Through all the tumult, the observatory stayed open. The Southern sky offers many of the most exciting sights in the universe, like the center of our own Milky Way galaxy and its attendant star clouds and clusters. But historically most astronomers lived in the North and had little access to those Southern wonders.

By the late 1950s and early ’60s, astronomers had their eyes on the dark dry mountains of Chile. Cerro Tololo, founded in 1961 in northern Chile, was a collaboration of the National Science Foundation, a consortium of colleges called Associated Universities for Research in Astronomy and the University of Chile.

No small part of Dr. Blanco’s job was to keep these disparate elements working together while getting roads and buildings built. “Victor had a very delicate sense of diplomacy and customs,” said Robert Kirshner, an astronomer from the Harvard-Smithsonian Center for Astrophysics, who said that Dr. Blanco and his wife Betty, also an astronomer, kept a list of all the marriages they had helped arrange.

Dr. Blanco’s other major accomplishment was building the 158-inch (4-meter) telescope, a twin of one already built and installed at the Kitt Peak National Observatory in Arizona, also run by the National Science Foundation. It was completed in 1975, with Dr. Blanco helping to align and test the telescope. South American astronomy took off.

The Cerro Tololo investment paid off in 1987 when a star erupted in a bright supernova explosion in the Large Magellanic Cloud, practically right overhead. Astronomers flocked to Chile, obtaining a trove of data that is still being mined for clues to the violent death of at least one star.

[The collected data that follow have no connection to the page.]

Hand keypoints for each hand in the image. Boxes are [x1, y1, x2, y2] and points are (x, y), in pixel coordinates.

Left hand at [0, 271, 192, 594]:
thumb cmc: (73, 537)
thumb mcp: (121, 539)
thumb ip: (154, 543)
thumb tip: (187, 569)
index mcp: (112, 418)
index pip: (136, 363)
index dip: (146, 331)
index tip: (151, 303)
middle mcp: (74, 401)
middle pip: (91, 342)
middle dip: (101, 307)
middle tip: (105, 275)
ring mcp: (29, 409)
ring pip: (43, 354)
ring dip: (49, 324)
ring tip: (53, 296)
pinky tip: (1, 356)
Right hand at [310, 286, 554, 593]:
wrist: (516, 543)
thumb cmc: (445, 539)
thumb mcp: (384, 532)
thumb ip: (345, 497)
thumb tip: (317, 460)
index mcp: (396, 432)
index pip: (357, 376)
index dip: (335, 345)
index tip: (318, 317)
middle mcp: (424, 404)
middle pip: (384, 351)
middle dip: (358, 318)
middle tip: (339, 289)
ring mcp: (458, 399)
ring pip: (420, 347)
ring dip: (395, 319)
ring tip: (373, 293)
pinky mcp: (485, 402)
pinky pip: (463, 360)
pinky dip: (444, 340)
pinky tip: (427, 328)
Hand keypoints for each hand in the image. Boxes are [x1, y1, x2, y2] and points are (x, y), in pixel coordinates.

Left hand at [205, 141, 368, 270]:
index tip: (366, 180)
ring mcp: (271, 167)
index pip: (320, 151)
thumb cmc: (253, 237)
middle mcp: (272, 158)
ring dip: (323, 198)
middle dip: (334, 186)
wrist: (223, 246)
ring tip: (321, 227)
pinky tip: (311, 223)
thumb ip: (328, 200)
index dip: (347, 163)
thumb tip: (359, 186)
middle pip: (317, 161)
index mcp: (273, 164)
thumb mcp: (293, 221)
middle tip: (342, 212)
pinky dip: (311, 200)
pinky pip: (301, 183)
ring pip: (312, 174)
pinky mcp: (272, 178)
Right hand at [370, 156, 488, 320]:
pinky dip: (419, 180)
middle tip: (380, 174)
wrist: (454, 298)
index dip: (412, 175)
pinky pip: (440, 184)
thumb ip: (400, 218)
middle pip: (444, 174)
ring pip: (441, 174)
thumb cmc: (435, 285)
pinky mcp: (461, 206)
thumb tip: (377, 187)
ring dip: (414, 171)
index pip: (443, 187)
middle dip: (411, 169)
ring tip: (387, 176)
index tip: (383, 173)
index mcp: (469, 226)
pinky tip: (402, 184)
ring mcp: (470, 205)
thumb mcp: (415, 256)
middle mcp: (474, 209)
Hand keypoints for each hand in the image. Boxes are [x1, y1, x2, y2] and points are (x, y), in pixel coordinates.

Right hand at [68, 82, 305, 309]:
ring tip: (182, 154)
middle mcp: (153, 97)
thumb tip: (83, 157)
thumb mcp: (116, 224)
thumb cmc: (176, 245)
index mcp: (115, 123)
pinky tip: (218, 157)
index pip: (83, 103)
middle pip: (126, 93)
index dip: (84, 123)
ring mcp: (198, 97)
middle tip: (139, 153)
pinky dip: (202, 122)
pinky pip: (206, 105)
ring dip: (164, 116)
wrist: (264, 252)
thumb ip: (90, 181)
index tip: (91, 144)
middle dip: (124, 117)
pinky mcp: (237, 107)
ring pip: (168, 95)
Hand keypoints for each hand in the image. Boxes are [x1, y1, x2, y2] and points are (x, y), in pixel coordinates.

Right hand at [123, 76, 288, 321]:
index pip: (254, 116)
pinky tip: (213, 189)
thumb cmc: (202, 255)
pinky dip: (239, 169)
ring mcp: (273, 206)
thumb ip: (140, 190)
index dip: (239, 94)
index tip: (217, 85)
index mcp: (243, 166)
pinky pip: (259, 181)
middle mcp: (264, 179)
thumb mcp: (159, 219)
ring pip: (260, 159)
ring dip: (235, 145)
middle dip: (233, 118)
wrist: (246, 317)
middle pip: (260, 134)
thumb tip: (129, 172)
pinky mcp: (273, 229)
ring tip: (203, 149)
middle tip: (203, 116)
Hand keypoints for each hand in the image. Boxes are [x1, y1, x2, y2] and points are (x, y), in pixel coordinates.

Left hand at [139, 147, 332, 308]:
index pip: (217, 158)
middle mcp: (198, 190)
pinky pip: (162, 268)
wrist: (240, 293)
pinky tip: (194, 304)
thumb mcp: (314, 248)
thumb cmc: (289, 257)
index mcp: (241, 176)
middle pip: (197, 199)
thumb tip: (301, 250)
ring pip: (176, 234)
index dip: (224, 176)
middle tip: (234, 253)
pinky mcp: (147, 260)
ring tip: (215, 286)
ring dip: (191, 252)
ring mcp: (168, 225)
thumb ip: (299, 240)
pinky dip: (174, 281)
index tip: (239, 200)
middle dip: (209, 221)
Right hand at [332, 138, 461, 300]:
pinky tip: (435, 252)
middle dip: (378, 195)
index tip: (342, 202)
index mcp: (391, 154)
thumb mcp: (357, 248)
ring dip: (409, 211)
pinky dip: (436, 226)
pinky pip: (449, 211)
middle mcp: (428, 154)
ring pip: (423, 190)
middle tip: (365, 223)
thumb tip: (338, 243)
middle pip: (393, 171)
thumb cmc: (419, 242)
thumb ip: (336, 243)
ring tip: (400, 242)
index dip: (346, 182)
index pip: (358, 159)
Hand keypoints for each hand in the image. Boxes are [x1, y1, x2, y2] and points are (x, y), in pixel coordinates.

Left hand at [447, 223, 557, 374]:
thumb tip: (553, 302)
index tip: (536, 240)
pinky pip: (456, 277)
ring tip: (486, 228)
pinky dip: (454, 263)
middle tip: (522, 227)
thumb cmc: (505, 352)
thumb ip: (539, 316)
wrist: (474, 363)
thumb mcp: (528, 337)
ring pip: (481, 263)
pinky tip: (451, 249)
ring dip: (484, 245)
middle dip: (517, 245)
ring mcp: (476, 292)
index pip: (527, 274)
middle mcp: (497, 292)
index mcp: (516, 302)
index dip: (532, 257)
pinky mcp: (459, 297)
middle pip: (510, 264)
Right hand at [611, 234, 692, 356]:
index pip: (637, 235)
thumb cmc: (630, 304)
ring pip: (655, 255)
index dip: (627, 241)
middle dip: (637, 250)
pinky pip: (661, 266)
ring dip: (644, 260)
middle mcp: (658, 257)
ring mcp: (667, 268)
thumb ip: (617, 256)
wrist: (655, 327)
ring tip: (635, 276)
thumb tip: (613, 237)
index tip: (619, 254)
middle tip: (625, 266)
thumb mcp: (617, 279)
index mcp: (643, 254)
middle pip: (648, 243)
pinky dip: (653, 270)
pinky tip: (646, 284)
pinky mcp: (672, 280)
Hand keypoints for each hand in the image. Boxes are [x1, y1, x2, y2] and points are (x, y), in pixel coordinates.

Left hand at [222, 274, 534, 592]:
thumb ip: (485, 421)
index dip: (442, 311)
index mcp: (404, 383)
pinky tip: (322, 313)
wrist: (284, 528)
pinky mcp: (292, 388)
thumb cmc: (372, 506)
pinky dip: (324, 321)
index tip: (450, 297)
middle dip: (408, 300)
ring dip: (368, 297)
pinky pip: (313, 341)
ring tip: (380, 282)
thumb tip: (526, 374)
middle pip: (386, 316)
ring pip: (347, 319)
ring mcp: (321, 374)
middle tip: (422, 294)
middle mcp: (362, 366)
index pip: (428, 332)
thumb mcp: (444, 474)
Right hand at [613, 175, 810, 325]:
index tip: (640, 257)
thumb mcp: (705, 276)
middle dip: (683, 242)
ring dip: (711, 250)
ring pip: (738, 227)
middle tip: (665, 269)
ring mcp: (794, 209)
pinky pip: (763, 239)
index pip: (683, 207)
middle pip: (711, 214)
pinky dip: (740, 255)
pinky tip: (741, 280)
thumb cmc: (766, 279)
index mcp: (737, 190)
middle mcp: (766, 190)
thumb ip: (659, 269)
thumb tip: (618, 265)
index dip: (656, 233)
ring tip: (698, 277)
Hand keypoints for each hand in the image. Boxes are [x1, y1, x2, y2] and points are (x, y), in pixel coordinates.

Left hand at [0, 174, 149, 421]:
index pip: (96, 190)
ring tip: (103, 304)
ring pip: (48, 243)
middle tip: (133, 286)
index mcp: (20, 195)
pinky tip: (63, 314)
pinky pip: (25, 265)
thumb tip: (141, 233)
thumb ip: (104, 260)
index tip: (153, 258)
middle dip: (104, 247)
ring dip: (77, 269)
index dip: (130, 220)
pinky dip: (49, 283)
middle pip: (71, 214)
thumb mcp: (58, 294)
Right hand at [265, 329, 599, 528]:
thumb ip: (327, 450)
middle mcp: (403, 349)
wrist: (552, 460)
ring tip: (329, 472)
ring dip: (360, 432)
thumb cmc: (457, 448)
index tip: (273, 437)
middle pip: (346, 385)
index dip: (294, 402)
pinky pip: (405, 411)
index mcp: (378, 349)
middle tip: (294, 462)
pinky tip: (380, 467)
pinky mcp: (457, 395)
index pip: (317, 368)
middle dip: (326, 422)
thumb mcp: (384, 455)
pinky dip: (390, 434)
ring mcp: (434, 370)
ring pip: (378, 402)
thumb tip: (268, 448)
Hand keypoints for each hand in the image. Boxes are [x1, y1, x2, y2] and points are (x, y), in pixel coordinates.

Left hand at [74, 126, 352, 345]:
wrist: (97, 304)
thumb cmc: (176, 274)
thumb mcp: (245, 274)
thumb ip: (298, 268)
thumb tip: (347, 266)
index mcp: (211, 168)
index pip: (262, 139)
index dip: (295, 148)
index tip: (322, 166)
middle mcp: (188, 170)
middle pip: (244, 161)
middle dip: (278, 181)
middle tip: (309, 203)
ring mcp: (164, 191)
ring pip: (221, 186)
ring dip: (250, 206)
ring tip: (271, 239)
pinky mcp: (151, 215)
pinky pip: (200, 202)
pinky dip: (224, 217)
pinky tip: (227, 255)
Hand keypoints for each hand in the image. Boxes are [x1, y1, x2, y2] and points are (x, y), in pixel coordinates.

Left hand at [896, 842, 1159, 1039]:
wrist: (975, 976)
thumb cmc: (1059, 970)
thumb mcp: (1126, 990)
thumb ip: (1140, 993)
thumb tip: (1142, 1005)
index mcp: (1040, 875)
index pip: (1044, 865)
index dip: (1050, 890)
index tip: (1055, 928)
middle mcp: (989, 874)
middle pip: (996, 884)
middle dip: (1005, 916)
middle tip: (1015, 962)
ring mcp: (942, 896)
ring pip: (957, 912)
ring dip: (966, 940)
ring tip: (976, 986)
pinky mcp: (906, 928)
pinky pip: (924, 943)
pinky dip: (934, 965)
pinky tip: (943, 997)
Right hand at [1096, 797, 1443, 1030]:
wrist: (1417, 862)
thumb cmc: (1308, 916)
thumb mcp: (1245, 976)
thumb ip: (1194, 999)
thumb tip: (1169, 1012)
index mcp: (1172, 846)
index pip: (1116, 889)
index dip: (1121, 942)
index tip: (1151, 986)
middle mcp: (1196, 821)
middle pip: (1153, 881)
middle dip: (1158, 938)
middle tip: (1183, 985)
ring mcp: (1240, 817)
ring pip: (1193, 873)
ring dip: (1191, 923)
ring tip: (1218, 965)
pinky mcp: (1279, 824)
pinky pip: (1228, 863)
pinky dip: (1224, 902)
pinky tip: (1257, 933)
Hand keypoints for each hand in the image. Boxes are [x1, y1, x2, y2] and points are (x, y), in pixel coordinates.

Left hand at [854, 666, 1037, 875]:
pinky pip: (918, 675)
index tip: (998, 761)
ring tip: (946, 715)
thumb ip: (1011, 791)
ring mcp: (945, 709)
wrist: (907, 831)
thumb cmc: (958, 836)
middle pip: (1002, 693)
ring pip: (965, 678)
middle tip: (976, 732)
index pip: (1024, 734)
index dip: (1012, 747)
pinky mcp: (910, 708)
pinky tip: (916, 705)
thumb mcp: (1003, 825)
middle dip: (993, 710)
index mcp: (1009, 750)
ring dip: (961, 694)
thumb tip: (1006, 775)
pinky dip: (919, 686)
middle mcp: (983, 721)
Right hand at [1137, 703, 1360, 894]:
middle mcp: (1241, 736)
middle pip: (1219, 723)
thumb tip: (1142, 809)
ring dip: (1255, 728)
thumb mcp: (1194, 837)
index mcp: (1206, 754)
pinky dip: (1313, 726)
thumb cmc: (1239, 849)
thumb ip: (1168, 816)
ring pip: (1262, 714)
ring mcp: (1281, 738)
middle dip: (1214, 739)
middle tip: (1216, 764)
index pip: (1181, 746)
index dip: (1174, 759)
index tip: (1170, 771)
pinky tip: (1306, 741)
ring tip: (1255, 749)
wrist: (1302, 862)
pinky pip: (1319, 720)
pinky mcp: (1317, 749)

A decade later, the observatory played a key role in the discovery that the expansion of the universe seems to be accelerating under the influence of a mysterious dark energy, a discovery that has shaken physics and astronomy.

Victor Manuel Blanco was born March 10, 1918, in Guayama, P.R., one of nine children of a policeman, Felipe Blanco, and a housewife, Adelfa Pagan de Blanco. As a boy in San Juan with astronomical dreams, he raised pigs that he named after asteroids and built a backyard telescope. He nevertheless entered a local college intending to study medicine, until an acquaintance of a University of Chicago graduate student reawakened his love of the stars.

He transferred to the University of Chicago, but before he could finish he was drafted into the Army in World War II and spent six years repairing and tuning radar detectors and studying atmospheric effects on radar waves. Granted college credit for his wartime work, he returned briefly to Chicago and then entered the University of California, Berkeley. He received a Ph.D. in 1949.

After six years at what is now Case Western Reserve University in Cleveland, Dr. Blanco joined the Naval Observatory as the director of a program to measure star positions. He left after two years, in 1967, to become the second director of Cerro Tololo.

Dr. Blanco stepped down in 1981 after 14 years, but remained at Cerro Tololo to continue research.

His marriage, to Cicely Brooks during the war, ended in divorce. He is survived by a his son from that marriage, Daniel; his second wife, Betty; two stepchildren, David Mintz and Ms. Vitell, from his second marriage; and three grandchildren. Although the 4-meter telescope at Cerro Tololo is no longer the largest in the Southern Hemisphere, it is still at the forefront of research. Equipped with a special digital “dark energy camera” built at the Fermi National Accelerator Laboratory in Illinois, the telescope will embark this year on a survey of some 300 million galaxies in an effort to discern the effect of dark energy on the evolution of the universe.

In a mountaintop ceremony in 1995, the telescope was named the Victor M. Blanco telescope.